## What you have to do
Copy out all lines of the material below in which "Senador" occurs.
- - - - - - -
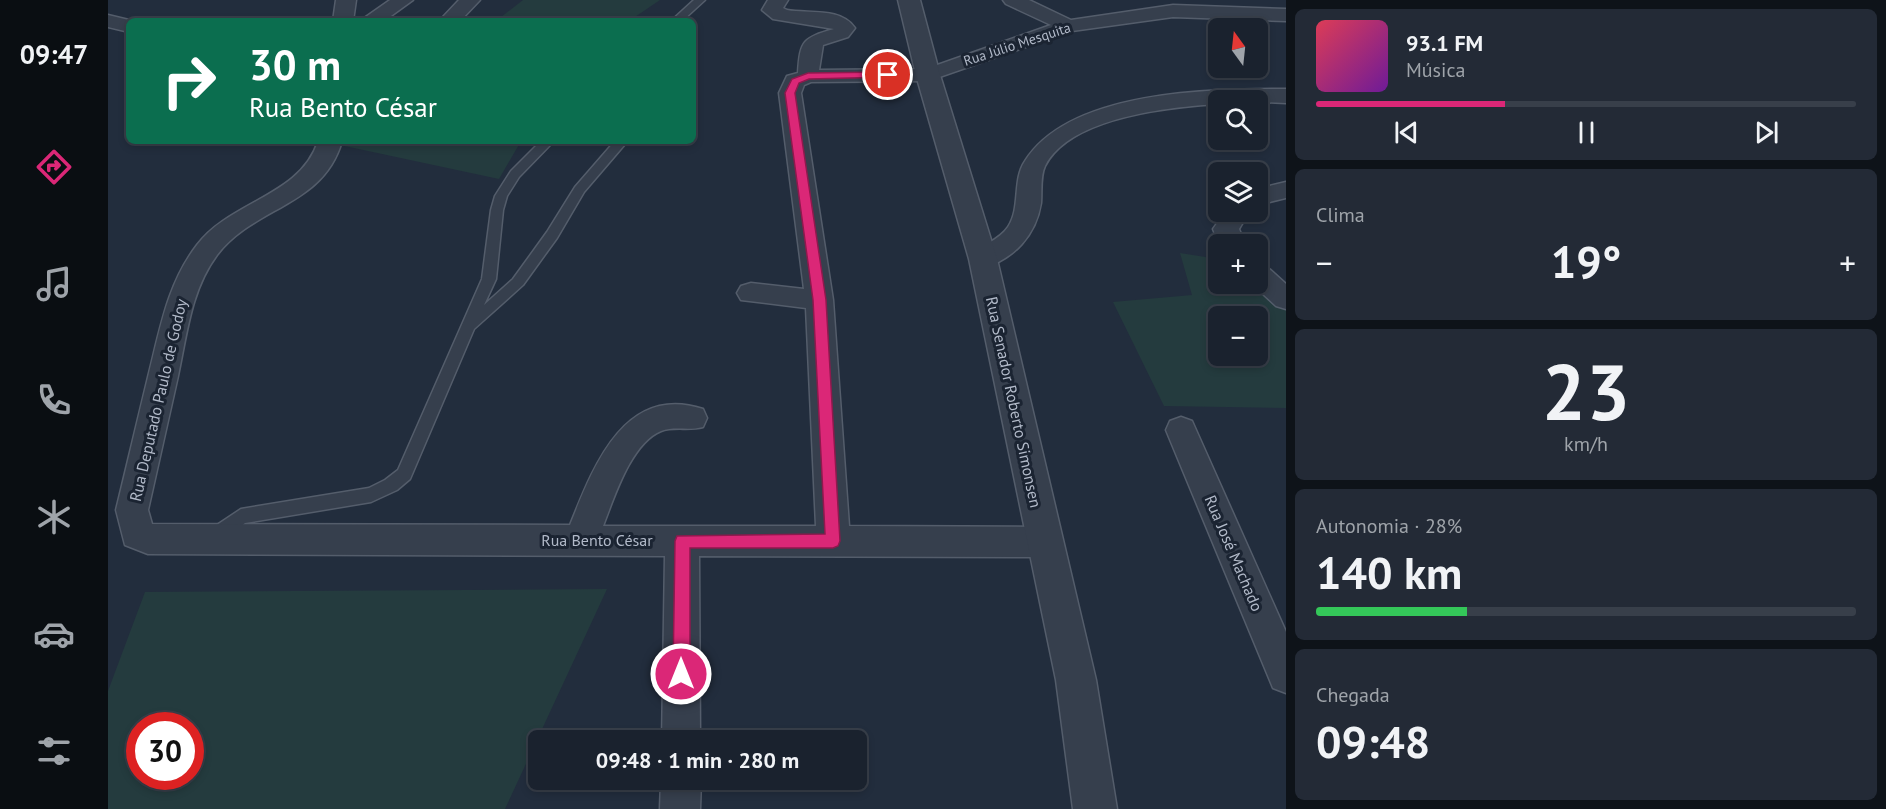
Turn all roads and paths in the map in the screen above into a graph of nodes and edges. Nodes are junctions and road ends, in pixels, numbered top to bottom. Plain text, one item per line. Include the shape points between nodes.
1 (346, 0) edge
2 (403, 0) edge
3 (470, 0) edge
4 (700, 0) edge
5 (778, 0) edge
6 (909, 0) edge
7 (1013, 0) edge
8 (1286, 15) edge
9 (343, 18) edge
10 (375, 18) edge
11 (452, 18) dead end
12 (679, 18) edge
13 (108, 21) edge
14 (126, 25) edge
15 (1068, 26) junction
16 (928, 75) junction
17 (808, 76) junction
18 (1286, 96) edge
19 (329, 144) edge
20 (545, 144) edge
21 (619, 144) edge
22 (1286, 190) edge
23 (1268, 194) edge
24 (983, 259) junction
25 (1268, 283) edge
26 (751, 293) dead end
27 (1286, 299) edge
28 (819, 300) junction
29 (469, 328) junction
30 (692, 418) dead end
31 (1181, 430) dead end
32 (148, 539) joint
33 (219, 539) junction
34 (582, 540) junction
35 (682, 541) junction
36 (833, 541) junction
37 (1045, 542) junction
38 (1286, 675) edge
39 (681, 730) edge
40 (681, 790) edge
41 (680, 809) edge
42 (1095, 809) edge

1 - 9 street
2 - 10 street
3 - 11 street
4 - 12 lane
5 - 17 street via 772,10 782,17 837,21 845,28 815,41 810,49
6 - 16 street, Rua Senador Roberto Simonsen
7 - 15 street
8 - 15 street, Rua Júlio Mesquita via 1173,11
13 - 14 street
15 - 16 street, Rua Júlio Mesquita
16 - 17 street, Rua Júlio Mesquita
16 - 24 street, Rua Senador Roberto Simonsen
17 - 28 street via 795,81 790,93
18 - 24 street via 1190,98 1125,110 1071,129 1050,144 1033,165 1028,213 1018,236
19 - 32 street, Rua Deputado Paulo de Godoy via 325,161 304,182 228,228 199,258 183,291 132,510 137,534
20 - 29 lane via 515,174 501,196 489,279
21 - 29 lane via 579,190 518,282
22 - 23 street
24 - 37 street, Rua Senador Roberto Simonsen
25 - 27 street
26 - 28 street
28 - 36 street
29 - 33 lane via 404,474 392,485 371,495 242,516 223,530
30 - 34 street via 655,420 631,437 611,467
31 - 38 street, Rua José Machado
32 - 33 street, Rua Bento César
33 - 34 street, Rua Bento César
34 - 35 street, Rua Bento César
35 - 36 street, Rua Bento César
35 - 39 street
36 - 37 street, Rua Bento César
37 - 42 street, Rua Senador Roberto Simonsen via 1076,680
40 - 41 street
- - - - - - -
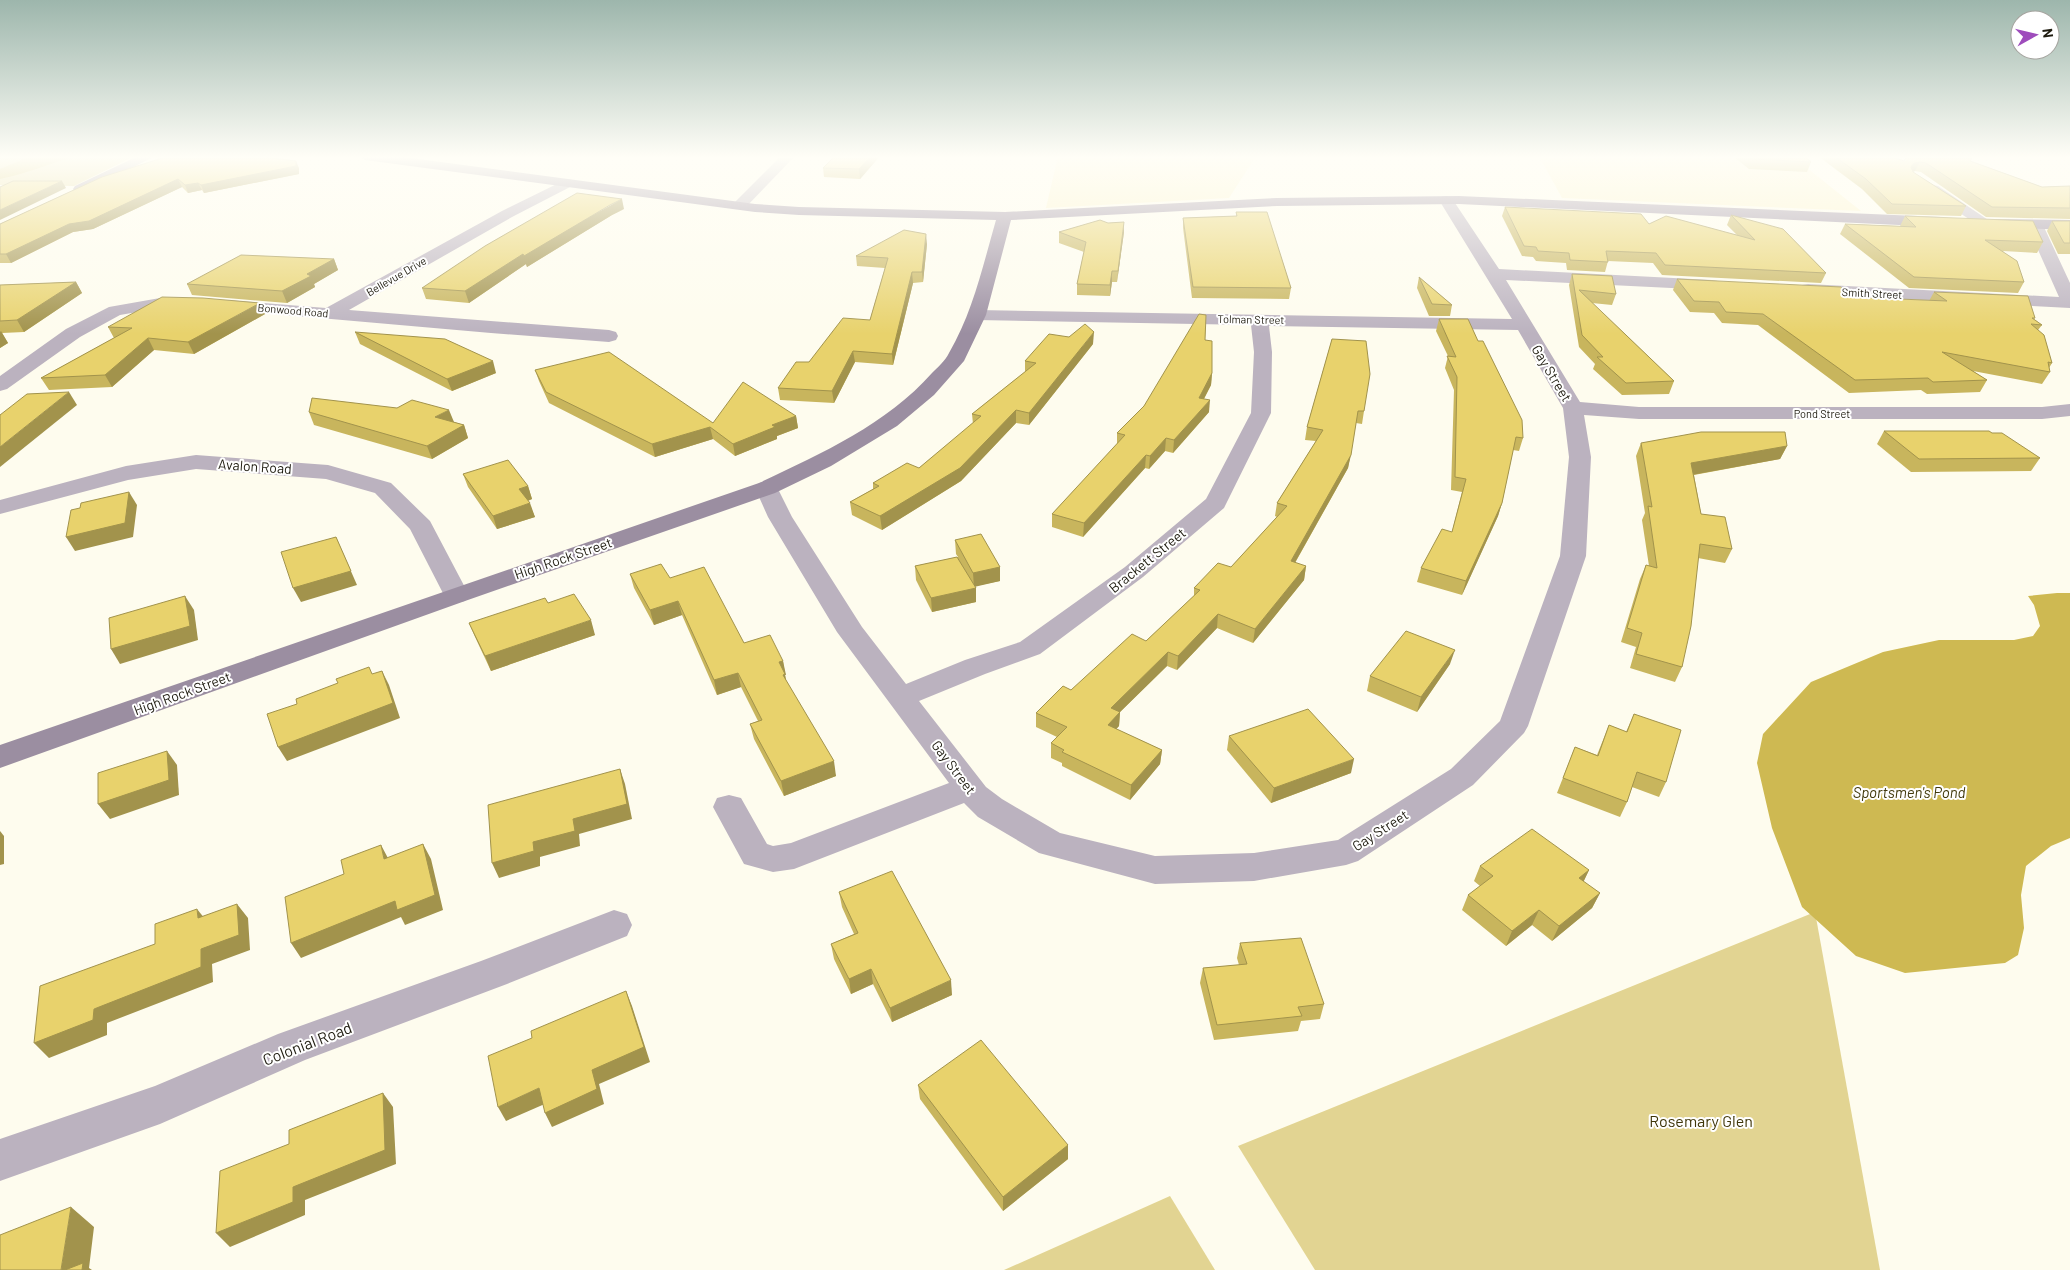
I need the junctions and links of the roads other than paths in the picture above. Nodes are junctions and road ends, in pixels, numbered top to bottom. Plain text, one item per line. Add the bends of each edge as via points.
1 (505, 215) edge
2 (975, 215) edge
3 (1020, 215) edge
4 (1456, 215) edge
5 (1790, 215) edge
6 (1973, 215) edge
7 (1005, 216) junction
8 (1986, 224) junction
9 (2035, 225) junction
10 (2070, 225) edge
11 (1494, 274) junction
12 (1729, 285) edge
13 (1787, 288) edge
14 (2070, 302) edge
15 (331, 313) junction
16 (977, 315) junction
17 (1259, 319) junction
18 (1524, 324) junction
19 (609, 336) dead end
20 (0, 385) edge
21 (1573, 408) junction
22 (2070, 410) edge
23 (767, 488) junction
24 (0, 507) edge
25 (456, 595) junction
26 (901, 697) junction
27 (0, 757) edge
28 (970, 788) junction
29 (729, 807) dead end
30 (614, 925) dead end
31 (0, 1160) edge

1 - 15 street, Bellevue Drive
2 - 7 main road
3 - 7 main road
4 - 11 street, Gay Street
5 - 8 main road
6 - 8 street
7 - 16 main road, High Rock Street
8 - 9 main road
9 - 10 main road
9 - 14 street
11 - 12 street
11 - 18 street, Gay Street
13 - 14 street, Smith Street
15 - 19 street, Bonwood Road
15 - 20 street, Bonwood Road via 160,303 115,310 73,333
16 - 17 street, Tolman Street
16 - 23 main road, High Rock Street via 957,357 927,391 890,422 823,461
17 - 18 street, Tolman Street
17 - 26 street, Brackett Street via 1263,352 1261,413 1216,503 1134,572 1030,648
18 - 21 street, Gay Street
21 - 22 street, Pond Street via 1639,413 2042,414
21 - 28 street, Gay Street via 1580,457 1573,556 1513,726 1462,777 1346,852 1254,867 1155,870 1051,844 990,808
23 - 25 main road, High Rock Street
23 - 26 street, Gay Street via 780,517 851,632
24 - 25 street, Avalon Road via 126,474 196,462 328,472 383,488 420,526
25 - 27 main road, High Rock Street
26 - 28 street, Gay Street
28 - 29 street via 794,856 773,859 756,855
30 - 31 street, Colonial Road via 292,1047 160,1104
- - - - - - -
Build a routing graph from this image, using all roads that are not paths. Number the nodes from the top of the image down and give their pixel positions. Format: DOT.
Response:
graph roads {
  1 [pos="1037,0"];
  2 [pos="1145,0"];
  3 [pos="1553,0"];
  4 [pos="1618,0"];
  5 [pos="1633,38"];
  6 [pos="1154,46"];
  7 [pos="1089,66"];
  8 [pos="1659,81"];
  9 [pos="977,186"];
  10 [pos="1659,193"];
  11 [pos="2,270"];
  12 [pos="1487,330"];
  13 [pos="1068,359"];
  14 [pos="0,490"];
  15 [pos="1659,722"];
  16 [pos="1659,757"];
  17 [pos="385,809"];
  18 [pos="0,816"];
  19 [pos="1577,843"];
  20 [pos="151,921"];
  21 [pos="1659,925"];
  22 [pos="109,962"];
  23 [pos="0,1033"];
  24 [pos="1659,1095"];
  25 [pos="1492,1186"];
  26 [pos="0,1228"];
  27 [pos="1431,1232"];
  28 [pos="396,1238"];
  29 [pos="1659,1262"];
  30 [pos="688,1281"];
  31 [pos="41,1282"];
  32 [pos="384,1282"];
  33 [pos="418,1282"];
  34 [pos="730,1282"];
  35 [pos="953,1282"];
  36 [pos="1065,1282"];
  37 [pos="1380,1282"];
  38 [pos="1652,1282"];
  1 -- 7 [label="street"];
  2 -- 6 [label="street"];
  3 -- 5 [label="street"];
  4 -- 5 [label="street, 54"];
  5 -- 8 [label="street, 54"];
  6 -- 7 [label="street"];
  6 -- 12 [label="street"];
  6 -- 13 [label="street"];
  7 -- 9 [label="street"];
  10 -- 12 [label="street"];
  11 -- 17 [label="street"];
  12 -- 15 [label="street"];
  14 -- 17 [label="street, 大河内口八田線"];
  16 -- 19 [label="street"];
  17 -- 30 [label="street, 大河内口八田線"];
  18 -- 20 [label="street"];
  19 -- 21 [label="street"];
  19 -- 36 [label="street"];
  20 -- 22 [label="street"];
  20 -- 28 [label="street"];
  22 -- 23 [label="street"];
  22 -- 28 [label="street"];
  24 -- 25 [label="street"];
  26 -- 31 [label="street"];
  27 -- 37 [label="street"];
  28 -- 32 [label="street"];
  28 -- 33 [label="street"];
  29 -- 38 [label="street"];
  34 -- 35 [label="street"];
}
- - - - - - -
## Solution
6 - 16 street, Rua Senador Roberto Simonsen
16 - 24 street, Rua Senador Roberto Simonsen
24 - 37 street, Rua Senador Roberto Simonsen
37 - 42 street, Rua Senador Roberto Simonsen via 1076,680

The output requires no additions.